9        The Competition Authority found, inter alia, that Expedia and SNCF were competitors in the market for on-line travel agency services, that their market shares were more than 10% and that, consequently, the ‘de minimis’ rule, as set out in paragraph 7 of the ‘de minimis’ notice and Article L. 464‑2‑1 of the Commercial Code, were not applicable.

10      Before the Cour d’appel, Paris, Expedia submitted that the Competition Authority had overestimated the market shares held by Agence VSC. That court did not rule directly on that plea. In its judgment of 23 February 2010, it held, inter alia, in the light of the wording of Article L. 464-6-1 of the Commercial Code and, in particular, the use of the word ‘may’, that it is possible for the Competition Authority, in any event, to bring proceedings against practices implemented by undertakings whose market share is below the thresholds specified by that article and by the de minimis notice.

11      Ruling on the appeal brought by Expedia against that judgment, the Cour de cassation notes that it is not disputed that, as the Competition Authority concluded, the agreement at issue in the main proceedings has an anti-competitive object.
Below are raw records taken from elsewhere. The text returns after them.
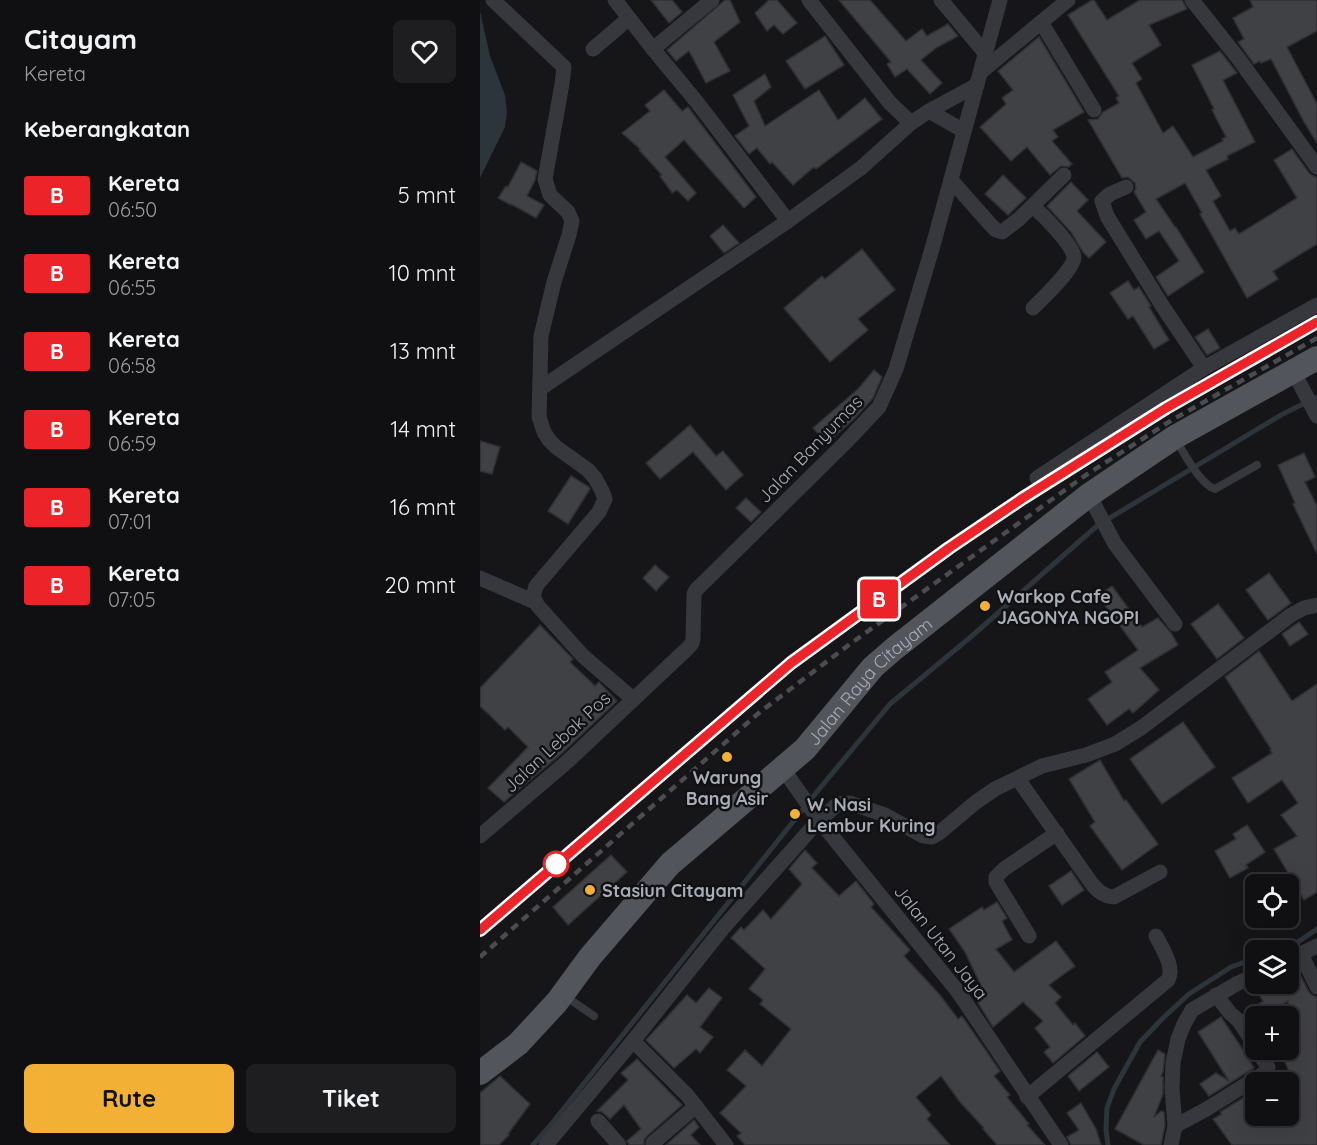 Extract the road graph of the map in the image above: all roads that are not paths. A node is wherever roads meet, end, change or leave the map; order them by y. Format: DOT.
graph roads {
  1 [pos="493,0"];
  2 [pos="615,0"];
  3 [pos="712,0"];
  4 [pos="809,0"];
  5 [pos="941,0"];
  6 [pos="1000,0"];
  7 [pos="1068,0"];
  8 [pos="1192,0"];
  9 [pos="628,19"];
  10 [pos="1041,22"];
  11 [pos="593,49"];
  12 [pos="653,49"];
  13 [pos="985,53"];
  14 [pos="979,78"];
  15 [pos="1094,110"];
  16 [pos="929,111"];
  17 [pos="911,123"];
  18 [pos="964,131"];
  19 [pos="1317,167"];
  20 [pos="1064,175"];
  21 [pos="951,180"];
  22 [pos="1126,187"];
  23 [pos="1033,206"];
  24 [pos="788,221"];
  25 [pos="1317,305"];
  26 [pos="1033,308"];
  27 [pos="1317,358"];
  28 [pos="1204,368"];
  29 [pos="1297,377"];
  30 [pos="541,388"];
  31 [pos="1317,415"];
  32 [pos="1175,437"];
  33 [pos="1257,465"];
  34 [pos="1037,478"];
  35 [pos="1093,502"];
  36 [pos="480,578"];
  37 [pos="535,602"];
  38 [pos="1317,604"];
  39 [pos="1175,624"];
  40 [pos="633,699"];
  41 [pos="788,777"];
  42 [pos="1018,779"];
  43 [pos="815,814"];
  44 [pos="1057,833"];
  45 [pos="481,834"];
  46 [pos="1160,872"];
  47 [pos="1029,936"];
  48 [pos="1156,936"];
  49 [pos="1317,946"];
  50 [pos="1299,955"];
  51 [pos="1299,962"];
  52 [pos="1245,980"];
  53 [pos="1317,987"];
  54 [pos="563,995"];
  55 [pos="1216,995"];
  56 [pos="594,1016"];
  57 [pos="1245,1031"];
  58 [pos="633,1041"];
  59 [pos="1264,1060"];
  60 [pos="480,1073"];
  61 [pos="1027,1096"];
  62 [pos="696,1106"];
  63 [pos="598,1121"];
  64 [pos="1175,1126"];
  65 [pos="653,1143"];
  66 [pos="546,1145"];
  67 [pos="619,1145"];
  68 [pos="726,1145"];
  69 [pos="1061,1145"];
  70 [pos="1171,1145"];
  1 -- 30 [label="street"];
  2 -- 9 [label="street"];
  3 -- 12 [label="street"];
  4 -- 17 [label="street"];
  5 -- 13 [label="street"];
  6 -- 13 [label="street, Jalan Banyumas"];
  7 -- 10 [label="street"];
  8 -- 19 [label="street"];
  9 -- 11 [label="street"];
  9 -- 12 [label="street"];
  10 -- 14 [label="street"];
  10 -- 15 [label="street"];
  12 -- 24 [label="street"];
  13 -- 14 [label="street, Jalan Banyumas"];
  14 -- 16 [label="street"];
  14 -- 18 [label="street, Jalan Banyumas"];
  16 -- 17 [label="street"];
  16 -- 18 [label="street"];
  17 -- 24 [label="street"];
  18 -- 21 [label="street, Jalan Banyumas"];
  20 -- 23 [label="street"];
  21 -- 23 [label="street"];
  21 -- 40 [label="street, Jalan Banyumas"];
  22 -- 28 [label="street"];
  23 -- 26 [label="street"];
  24 -- 30 [label="street"];
  25 -- 28 [label="street"];
  27 -- 29 [label="main road, Jalan Raya Citayam"];
  28 -- 34 [label="street"];
  29 -- 31 [label="street"];
  29 -- 32 [label="main road, Jalan Raya Citayam"];
  30 -- 37 [label="street"];
  32 -- 33 [label="lane"];
  32 -- 35 [label="main road, Jalan Raya Citayam"];
  35 -- 39 [label="street"];
  35 -- 41 [label="main road, Jalan Raya Citayam"];
  36 -- 37 [label="street"];
  37 -- 40 [label="street"];
  38 -- 42 [label="street"];
  40 -- 45 [label="street, Jalan Lebak Pos"];
  41 -- 43 [label="street, Jalan Utan Jaya"];
  41 -- 54 [label="main road, Jalan Raya Citayam"];
  42 -- 43 [label="street"];
  42 -- 44 [label="street"];
  43 -- 58 [label="street"];
  43 -- 61 [label="street, Jalan Utan Jaya"];
  44 -- 46 [label="street"];
  44 -- 47 [label="street"];
  48 -- 61 [label="street"];
  49 -- 50 [label="street"];
  51 -- 53 [label="street"];
  52 -- 55 [label="street"];
  54 -- 56 [label="lane"];
  54 -- 60 [label="main road, Jalan Raya Citayam"];
  55 -- 57 [label="street"];
  55 -- 64 [label="street"];
  58 -- 62 [label="street"];
  58 -- 66 [label="street"];
  59 -- 64 [label="street"];
  61 -- 69 [label="street, Jalan Utan Jaya"];
  62 -- 65 [label="street"];
  62 -- 68 [label="street"];
  63 -- 67 [label="street"];
  64 -- 70 [label="street"];
}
It considers that, in view of the relevant case‑law of the Court, it is not established that the Commission would bring proceedings against such an agreement where the market shares concerned do not exceed the thresholds specified in the de minimis notice.

12      The national court is of the opinion, moreover, that the assertions set out in paragraphs 4 and 6 of the de minimis notice, to the effect that that notice is not binding on the courts and authorities of the Member States and is without prejudice to any interpretation of Article 101 TFEU that may be given by the courts of the European Union, give rise to uncertainty as to whether the market share thresholds established by that notice amount to a non-rebuttable presumption of there being no appreciable effect on competition as provided for in that article.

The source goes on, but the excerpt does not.